CLA-2 CO:R:C:M 955960 KCC
Thomas Mattina, Area Director
U.S. Customs Service
JFK Airport
Jamaica, New York 11430
RE: IA 5/94; Basketball footwear; unisex; commonly worn by both
sexes; mens, youths and boys; Additional U.S. Note 1(b) of
Chapter 64, HTSUS; DeVahni International, Inc. v. United
States; A. Zerkowitz & Co., Inc. v. United States; lasts
Dear Mr. Mattina:
This is in response to your memorandum of January 26, 1994,
forwarding a request submitted by counsel for FILA Footwear
U.S.A. Inc. (FILA), for internal advice regarding the tariff
classification of basketball footwear under the Harmonized Tariff
Schedule of the United States (HTSUS). Information presented in
an additional submission dated February 11, 1994, and at a
meeting on July 11, 1994, was considered in rendering this
decision. Samples of a male last (a block or form shaped like a
human foot upon which footwear is made) size 4T and a female last
size 6W were submitted for our examination.
FACTS:
The footwear at issue is FILA's "M" Squad Hi-Cut and "M"

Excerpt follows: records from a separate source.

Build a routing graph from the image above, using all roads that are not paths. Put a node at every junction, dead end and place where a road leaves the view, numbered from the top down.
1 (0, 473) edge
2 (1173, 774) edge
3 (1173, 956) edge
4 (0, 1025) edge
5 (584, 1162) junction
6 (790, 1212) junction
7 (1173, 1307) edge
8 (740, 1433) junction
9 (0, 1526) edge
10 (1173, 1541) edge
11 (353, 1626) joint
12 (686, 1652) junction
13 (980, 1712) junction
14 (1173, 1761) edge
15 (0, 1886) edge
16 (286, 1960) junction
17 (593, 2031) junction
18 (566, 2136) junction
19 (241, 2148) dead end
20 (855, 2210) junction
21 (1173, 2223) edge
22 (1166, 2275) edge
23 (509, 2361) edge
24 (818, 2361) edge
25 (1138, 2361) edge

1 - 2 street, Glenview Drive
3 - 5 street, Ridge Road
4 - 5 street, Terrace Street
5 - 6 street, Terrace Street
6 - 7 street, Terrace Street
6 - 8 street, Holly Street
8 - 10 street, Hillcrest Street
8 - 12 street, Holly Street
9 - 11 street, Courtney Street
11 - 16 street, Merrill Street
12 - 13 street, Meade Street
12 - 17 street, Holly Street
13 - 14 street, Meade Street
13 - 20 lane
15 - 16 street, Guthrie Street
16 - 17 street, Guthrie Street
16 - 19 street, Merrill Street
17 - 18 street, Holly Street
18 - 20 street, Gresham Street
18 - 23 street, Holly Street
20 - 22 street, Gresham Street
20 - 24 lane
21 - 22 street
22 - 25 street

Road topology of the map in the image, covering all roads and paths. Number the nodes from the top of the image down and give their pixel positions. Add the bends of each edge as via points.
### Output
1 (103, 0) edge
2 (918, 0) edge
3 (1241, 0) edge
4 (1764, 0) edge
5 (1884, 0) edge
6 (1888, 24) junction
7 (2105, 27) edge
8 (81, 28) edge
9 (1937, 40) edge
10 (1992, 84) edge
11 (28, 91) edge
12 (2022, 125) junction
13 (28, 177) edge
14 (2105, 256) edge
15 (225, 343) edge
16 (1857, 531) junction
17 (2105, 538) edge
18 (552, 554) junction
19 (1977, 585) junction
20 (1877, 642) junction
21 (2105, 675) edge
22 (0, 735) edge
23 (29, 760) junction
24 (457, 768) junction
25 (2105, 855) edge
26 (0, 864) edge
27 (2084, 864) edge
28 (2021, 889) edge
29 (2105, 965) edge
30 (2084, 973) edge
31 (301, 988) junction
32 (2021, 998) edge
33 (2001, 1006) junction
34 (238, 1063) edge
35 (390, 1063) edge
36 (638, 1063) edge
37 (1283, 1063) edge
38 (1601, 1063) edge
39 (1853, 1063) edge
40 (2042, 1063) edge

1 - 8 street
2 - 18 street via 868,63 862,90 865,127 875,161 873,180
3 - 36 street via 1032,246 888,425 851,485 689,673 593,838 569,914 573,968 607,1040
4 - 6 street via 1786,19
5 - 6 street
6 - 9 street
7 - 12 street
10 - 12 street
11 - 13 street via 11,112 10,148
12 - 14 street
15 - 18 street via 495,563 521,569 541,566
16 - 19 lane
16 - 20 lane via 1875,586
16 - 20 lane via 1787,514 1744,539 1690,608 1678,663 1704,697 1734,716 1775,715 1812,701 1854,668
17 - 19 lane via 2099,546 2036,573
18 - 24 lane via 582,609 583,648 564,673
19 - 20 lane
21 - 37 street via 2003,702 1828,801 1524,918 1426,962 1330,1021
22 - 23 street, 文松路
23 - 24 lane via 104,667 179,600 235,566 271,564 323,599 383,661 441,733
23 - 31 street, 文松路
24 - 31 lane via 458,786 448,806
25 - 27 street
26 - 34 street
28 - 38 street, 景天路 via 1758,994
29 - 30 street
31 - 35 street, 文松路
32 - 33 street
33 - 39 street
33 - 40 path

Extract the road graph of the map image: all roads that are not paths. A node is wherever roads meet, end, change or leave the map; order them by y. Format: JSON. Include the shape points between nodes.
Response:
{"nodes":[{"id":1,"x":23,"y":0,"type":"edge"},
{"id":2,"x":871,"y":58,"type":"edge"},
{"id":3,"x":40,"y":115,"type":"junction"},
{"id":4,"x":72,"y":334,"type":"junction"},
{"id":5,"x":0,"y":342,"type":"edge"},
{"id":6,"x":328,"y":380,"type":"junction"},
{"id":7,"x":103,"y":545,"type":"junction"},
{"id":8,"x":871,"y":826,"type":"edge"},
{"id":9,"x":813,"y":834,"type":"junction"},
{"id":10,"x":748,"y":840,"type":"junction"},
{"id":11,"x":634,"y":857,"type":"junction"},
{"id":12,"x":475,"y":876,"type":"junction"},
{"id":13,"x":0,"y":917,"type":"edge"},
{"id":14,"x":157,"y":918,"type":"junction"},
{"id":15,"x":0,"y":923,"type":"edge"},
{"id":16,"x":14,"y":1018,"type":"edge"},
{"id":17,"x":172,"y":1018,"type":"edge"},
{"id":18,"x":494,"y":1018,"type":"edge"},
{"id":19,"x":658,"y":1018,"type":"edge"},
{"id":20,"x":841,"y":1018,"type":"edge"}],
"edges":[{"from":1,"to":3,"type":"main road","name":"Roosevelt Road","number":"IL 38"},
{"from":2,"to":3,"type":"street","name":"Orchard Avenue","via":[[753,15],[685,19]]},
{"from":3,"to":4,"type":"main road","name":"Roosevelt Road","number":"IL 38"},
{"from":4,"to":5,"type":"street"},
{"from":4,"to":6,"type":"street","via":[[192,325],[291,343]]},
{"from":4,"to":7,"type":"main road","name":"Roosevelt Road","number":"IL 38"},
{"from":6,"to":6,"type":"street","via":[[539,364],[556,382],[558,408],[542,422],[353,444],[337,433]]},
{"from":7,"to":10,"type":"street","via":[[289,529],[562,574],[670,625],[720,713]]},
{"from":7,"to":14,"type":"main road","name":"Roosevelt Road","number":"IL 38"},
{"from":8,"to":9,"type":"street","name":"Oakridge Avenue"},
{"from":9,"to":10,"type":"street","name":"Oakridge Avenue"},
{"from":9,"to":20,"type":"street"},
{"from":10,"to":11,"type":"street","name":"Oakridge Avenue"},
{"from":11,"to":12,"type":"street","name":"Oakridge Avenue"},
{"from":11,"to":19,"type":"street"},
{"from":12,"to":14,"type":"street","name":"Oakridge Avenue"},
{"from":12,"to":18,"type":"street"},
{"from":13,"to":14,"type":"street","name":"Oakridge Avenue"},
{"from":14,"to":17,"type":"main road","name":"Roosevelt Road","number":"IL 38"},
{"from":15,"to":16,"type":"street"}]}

Squad Low-Cut basketball shoes, styles 3B36 (1992 year model),
3B45 and 3B51 (both 1993 year models) which are all within the
U.S. male size range of 1-6. The footwear was entered under
either subheading 6403.91.60 or 6403.99.60, HTSUS, depending upon
whether the footwear covers the ankle. Customs has proposed a
rate advance to either subheading 6403.91.90 or 6403.99.90,
HTSUS, depending upon whether the footwear covers the ankle. The
subheadings at issue are as follows:
6403 Footwear with outer soles of rubber, plastics, leather
or composition leather and uppers of leather...
6403.91.60 Other footwear...Covering the ankle...Other...For
men, youths and boys....
6403.91.90 Other footwear...Covering the ankle...Other...For
other persons....
6403.99.60 Other footwear...Other...Other...Other...For men,
youths and boys....
6403.99.90 Other footwear...Other...Other...Other...For Other
persons...Valued over $2.50/pair....
Counsel claims that the footwear at issue is specifically
and uniquely manufactured, marketed, and sized for youths and
boys, not for "girls or females," and that any use by "girls and
females" is fugitive, that the shoes are marketed in boy's sizes
and that one of the catalogs in which some of the shoes are
depicted pictures a boy, and that a women's Hi-Cut basketball
shoe, style 5B45, which is similar to style 3B45 at issue, was
imported.
Additionally, counsel states that the footwear at issue is
made on lasts designed specifically for youths and boys, which
are different from lasts used for shoes made for women and
misses. In support of this contention, an affidavit has been
submitted from an employee who has been in the area of research
and development in the footwear industry for more than 25 years.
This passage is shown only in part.